Recensioni e servizi culturali
Meridiano di sangue di Cormac Mc Carthy, Einaudi
SENZA PIETA' SENZA PERDONO SENZA SPERANZA
Efferato romanzo di un autore di culto negli Stati Uniti
Dicono che Cormac Mc Carthy sia un "orso", uno scrittore misantropo
che se ne sta rintanato nella sua El Paso, una cittadina texana di frontiera
con il Messico, dove non pullulano certamente i meeting o meno ancora i salotti
letterari. Visto che non concede interviste, ama solo la compagnia di se stesso,
detesta qualsiasi forma di pubblicità, le copie firmate dei suoi libri
sono diventate oggetto di culto negli States e un commerciante del Nord Carolina
è riuscito a vendere poche sue lettere per 12 mila dollari. Sembra che
gli americani conservino le pochissime copie autografe dei suoi libri sotto
cellophane, ma preferiscano non leggerli. In effetti, se qualcuno è impressionabile,
potrebbe restare veramente sconvolto dalla crudezza di linguaggi e di situazioni
che riesce a comunicarci, questo grande solitario, già autore di Cavalli
selvaggi e Oltre il confine.
Uscito per i tipi di Einaudi, Meridiano di sangue, ncora una volta ci
offre il quadro di un mondo di frontiera che sarebbe caro però a dei
John Ford e Waine terribilmente incattiviti, non certo quelli dei western tradizionali,
a cui ci ha abituato la cinematografia americana.

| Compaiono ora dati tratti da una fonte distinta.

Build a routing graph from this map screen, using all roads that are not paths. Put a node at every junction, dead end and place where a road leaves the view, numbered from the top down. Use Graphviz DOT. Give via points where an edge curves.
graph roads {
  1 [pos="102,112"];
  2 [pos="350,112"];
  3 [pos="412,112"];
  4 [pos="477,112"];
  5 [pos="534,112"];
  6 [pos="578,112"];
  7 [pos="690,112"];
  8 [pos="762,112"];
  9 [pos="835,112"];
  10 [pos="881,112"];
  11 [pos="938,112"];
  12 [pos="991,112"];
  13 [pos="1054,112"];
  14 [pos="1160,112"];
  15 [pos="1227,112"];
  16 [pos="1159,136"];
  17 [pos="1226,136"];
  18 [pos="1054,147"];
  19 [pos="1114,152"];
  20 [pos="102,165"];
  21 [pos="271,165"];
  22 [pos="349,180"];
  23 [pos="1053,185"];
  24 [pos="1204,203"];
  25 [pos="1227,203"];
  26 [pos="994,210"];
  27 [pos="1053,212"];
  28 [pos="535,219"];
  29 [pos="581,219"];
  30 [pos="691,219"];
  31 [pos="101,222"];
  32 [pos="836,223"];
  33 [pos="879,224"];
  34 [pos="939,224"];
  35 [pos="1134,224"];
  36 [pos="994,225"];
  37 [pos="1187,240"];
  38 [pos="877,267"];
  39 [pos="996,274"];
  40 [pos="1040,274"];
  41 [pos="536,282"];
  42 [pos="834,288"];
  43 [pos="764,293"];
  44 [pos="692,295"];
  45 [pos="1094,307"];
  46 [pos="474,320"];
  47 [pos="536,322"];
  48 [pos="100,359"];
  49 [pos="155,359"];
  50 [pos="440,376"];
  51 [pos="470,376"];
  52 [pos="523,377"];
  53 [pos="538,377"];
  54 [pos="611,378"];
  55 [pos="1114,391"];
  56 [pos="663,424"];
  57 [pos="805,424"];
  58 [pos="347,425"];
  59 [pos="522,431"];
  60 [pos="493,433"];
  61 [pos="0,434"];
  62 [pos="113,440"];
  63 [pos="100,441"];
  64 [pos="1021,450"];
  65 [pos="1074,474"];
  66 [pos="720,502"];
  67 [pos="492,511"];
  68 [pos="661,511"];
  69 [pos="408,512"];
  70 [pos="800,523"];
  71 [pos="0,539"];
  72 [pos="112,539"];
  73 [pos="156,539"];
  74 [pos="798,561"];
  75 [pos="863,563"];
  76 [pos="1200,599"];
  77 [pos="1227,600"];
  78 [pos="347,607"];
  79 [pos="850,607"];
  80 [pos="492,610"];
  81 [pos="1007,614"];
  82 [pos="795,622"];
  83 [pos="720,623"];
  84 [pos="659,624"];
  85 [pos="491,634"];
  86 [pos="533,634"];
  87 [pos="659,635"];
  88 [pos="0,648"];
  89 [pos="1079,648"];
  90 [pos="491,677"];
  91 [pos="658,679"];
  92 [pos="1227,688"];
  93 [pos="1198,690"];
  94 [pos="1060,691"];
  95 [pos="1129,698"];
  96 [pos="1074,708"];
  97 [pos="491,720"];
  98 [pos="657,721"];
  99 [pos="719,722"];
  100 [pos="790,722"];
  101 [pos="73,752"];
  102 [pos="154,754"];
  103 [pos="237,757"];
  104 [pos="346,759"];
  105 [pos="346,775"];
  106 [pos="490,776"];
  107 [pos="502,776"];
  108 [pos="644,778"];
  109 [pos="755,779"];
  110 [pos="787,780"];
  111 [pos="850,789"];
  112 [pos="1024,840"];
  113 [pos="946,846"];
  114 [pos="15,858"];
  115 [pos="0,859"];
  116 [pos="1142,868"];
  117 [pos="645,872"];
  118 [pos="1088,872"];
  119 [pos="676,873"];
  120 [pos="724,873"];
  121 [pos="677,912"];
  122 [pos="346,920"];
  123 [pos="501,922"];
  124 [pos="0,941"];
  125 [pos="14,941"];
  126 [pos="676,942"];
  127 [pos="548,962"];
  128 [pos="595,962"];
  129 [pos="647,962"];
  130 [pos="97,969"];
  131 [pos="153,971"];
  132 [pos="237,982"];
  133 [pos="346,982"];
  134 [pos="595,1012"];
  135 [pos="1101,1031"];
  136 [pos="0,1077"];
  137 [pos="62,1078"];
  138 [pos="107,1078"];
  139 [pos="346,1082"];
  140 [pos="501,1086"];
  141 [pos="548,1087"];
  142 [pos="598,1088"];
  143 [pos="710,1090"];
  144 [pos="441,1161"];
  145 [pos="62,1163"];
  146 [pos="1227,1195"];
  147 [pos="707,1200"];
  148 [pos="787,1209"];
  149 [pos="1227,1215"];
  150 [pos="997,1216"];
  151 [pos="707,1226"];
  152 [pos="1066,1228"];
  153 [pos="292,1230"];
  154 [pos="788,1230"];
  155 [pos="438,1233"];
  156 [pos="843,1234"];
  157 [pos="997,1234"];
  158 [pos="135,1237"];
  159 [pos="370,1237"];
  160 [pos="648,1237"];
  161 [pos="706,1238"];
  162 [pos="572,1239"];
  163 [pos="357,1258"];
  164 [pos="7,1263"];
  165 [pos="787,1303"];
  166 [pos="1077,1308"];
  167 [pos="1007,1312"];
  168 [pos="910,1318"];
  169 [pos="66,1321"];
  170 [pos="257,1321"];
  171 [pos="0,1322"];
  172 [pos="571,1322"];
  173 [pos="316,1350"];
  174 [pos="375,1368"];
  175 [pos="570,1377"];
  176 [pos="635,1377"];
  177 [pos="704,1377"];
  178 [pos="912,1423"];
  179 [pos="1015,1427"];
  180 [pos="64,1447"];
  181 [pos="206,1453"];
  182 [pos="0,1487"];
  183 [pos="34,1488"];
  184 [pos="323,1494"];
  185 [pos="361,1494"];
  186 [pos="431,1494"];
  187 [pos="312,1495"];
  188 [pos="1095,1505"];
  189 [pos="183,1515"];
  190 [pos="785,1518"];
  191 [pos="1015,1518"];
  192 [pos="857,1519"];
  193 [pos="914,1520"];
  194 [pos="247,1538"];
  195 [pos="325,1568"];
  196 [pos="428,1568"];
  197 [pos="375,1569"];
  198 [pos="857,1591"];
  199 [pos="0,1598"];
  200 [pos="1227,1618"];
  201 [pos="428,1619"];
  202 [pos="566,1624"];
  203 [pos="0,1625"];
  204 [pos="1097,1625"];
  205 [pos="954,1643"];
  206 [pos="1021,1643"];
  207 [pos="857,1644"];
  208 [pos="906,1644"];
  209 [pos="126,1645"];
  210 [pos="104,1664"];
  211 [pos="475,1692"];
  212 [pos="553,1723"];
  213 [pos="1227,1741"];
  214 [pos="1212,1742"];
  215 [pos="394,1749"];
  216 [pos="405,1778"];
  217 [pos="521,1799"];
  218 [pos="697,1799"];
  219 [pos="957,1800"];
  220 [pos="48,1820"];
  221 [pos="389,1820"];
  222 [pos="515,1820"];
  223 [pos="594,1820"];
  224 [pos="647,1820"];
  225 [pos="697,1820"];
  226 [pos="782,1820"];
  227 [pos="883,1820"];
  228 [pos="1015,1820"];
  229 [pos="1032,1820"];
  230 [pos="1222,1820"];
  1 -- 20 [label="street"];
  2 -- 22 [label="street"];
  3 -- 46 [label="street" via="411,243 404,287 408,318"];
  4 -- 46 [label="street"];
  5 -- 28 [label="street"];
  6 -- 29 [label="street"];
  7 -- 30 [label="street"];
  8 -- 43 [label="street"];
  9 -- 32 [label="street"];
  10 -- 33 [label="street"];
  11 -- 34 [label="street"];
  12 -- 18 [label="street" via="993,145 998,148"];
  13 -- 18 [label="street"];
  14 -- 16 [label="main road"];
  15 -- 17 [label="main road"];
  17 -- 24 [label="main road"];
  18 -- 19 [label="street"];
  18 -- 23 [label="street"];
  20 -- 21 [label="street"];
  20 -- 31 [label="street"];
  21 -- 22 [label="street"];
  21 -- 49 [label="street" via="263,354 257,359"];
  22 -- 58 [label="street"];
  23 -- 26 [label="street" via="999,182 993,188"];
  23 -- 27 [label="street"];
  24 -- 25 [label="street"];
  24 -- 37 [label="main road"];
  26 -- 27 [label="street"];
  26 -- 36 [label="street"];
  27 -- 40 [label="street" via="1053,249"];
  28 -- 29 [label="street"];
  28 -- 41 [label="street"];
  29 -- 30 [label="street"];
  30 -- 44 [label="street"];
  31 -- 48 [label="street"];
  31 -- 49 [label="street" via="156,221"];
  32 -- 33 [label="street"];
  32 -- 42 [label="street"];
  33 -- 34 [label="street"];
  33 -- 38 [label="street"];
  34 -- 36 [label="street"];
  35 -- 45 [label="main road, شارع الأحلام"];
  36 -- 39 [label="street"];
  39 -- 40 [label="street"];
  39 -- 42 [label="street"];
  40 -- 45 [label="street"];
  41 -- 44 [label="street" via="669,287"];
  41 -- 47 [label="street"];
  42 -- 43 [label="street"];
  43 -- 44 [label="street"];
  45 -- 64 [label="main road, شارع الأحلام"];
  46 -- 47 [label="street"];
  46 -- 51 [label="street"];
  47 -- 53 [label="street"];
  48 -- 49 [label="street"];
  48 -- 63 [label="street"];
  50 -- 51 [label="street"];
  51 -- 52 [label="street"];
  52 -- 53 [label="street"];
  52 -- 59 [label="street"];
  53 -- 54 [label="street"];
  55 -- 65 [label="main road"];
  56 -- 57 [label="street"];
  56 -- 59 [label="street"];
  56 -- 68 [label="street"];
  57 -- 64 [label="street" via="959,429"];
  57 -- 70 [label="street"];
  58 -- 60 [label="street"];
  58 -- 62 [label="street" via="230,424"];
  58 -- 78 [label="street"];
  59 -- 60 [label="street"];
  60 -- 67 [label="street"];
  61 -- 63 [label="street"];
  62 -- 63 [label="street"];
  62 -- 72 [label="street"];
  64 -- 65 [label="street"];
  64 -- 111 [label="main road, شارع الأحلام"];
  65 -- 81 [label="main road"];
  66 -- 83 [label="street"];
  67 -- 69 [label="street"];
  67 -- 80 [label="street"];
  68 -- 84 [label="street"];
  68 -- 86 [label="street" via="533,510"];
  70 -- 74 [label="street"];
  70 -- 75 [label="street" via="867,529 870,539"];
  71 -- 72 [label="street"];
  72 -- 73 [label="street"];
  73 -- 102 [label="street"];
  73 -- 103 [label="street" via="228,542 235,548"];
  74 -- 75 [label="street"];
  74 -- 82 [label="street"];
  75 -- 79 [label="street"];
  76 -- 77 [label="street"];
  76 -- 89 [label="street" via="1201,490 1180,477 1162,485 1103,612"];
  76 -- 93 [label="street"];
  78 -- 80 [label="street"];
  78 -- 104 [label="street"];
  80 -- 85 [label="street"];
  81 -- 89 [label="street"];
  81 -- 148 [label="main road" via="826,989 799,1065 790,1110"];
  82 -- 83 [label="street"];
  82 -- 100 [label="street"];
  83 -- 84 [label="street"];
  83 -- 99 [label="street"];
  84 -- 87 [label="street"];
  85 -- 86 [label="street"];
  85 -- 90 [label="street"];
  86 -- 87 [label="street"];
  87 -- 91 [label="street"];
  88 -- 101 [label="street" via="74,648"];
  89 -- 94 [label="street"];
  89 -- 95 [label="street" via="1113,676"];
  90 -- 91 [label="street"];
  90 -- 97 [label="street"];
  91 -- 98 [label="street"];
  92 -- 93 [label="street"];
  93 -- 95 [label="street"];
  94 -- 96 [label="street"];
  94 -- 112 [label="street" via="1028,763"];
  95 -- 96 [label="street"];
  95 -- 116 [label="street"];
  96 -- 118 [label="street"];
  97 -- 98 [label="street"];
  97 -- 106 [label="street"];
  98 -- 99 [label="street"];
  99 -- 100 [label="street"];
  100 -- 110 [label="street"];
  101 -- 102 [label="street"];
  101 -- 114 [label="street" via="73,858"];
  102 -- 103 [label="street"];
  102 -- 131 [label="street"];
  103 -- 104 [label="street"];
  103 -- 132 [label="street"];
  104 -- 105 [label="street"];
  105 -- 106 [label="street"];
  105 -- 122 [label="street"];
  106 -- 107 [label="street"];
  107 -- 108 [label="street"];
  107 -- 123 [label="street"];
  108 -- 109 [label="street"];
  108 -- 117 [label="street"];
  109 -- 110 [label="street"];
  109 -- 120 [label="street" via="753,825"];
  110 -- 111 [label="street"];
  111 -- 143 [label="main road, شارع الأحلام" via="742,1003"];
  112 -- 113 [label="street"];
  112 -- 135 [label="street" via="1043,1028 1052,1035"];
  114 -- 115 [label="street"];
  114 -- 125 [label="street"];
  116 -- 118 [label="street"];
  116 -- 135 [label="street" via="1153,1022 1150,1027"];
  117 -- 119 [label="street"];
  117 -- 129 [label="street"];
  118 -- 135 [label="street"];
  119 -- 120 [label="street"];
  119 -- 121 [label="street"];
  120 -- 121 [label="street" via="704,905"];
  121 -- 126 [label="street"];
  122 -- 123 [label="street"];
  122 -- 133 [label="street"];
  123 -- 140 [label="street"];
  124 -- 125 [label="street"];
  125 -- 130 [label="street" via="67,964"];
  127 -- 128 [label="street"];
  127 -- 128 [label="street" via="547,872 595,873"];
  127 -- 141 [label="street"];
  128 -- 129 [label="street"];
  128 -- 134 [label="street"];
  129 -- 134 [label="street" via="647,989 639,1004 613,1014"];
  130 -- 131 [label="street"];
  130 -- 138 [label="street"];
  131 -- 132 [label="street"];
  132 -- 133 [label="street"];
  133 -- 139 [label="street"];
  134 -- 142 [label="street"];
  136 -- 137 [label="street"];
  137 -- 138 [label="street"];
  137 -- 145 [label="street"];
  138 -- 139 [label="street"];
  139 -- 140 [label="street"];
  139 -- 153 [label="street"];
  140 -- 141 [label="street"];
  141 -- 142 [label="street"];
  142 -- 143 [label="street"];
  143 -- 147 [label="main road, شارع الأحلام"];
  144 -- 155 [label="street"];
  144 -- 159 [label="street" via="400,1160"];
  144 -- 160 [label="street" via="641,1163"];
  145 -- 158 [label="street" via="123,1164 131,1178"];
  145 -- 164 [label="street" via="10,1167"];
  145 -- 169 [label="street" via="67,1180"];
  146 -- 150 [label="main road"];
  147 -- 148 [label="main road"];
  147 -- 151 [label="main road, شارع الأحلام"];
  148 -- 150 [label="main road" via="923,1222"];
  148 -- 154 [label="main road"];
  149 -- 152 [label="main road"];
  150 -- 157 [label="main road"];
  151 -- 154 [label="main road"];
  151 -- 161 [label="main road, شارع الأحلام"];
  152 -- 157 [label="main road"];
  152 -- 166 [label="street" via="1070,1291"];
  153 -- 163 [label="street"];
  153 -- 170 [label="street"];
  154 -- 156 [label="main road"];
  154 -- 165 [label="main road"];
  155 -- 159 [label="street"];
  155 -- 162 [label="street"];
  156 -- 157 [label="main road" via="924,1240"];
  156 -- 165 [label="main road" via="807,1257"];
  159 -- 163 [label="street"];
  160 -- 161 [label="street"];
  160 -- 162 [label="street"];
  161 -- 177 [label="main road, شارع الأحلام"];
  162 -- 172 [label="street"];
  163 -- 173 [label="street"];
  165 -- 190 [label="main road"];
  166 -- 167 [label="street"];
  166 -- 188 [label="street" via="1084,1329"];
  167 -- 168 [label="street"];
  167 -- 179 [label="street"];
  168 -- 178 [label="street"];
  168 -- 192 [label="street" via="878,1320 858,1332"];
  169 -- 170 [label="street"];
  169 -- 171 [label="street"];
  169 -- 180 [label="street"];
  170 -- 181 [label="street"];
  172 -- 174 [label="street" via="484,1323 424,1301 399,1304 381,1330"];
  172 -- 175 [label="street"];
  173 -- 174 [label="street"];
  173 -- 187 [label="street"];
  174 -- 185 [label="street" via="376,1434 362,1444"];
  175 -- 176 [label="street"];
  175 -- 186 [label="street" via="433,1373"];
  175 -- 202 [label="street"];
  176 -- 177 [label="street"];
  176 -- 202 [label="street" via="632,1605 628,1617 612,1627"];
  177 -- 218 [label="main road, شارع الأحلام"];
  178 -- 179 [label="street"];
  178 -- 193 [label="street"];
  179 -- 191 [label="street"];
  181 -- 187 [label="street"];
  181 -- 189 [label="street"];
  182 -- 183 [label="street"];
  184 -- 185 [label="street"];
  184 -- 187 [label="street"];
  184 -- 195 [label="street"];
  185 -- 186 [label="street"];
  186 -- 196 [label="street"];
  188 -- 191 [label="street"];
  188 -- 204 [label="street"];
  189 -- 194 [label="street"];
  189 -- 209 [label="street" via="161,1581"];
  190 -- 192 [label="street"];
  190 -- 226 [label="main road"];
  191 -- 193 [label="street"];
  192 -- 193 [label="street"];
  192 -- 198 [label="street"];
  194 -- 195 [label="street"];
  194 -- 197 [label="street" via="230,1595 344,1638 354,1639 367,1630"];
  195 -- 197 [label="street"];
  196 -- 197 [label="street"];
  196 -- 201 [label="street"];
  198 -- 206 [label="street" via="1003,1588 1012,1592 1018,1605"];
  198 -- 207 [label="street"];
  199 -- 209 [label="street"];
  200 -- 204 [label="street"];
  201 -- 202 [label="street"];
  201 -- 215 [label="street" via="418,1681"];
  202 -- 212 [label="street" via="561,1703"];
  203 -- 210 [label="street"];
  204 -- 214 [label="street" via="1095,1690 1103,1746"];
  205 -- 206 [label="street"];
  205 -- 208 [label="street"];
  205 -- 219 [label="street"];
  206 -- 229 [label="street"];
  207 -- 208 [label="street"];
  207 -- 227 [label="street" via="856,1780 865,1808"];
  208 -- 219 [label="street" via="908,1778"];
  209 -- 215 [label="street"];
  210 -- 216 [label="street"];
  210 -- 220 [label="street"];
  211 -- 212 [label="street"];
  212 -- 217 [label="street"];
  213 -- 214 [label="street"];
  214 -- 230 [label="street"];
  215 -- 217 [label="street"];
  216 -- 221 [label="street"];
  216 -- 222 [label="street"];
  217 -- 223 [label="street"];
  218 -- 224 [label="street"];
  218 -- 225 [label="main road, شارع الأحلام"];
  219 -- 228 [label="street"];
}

La prosa di Mc Carthy è volutamente arida e sassosa, screpolata come
le terre di Tucson o di El Paso in cui scalpitano cavalli malnutriti come i
loro padroni, una terra dell'ovest onomatopeica del linguaggio pietroso dell'autore.
I suoi personaggi irrequieti, anzi spesso cinici e disperati, vagano e si spostano
senza meta, eppure immobili dentro, o meglio ineffabili, quasi privi di esprimere
una difficile interiorità. Che rassomiglino nell'intimo, almeno un poco,
al loro enigmatico autore ?
Siamo di fronte alla storia vera ed efferata, basata su documenti del 1840,
di un gruppo di cacciatori di scalpi : nessuna pietà, nessun perdono,
nessuna speranza.
Qui la gente sgozza le bestie da soma per ricavarne strisce di carne da essiccare,
che mangia cruda, riposando (si fa per dire !), in mezzo alle carcasse di animali
straziati.
Solo per darvi un idea della crudezza delle situazioni, vi portiamo a pagina
61, dove si legge, a proposito del giovane protagonista del romanzo e di un
suo compagno di "cavalcata" : "Si fermarono fianco a fianco,
barcollando nella calura. A ciascuna di quelle piccole vittime, sette anzi otto,
era stato fatto un buco nella mandibola ed erano stati appesi per la gola ai
rami spezzati di un mesquite. Fissavano senza occhi il cielo nudo. Calvi e pallidi
e gonfi, come larve di un essere inimaginabile...".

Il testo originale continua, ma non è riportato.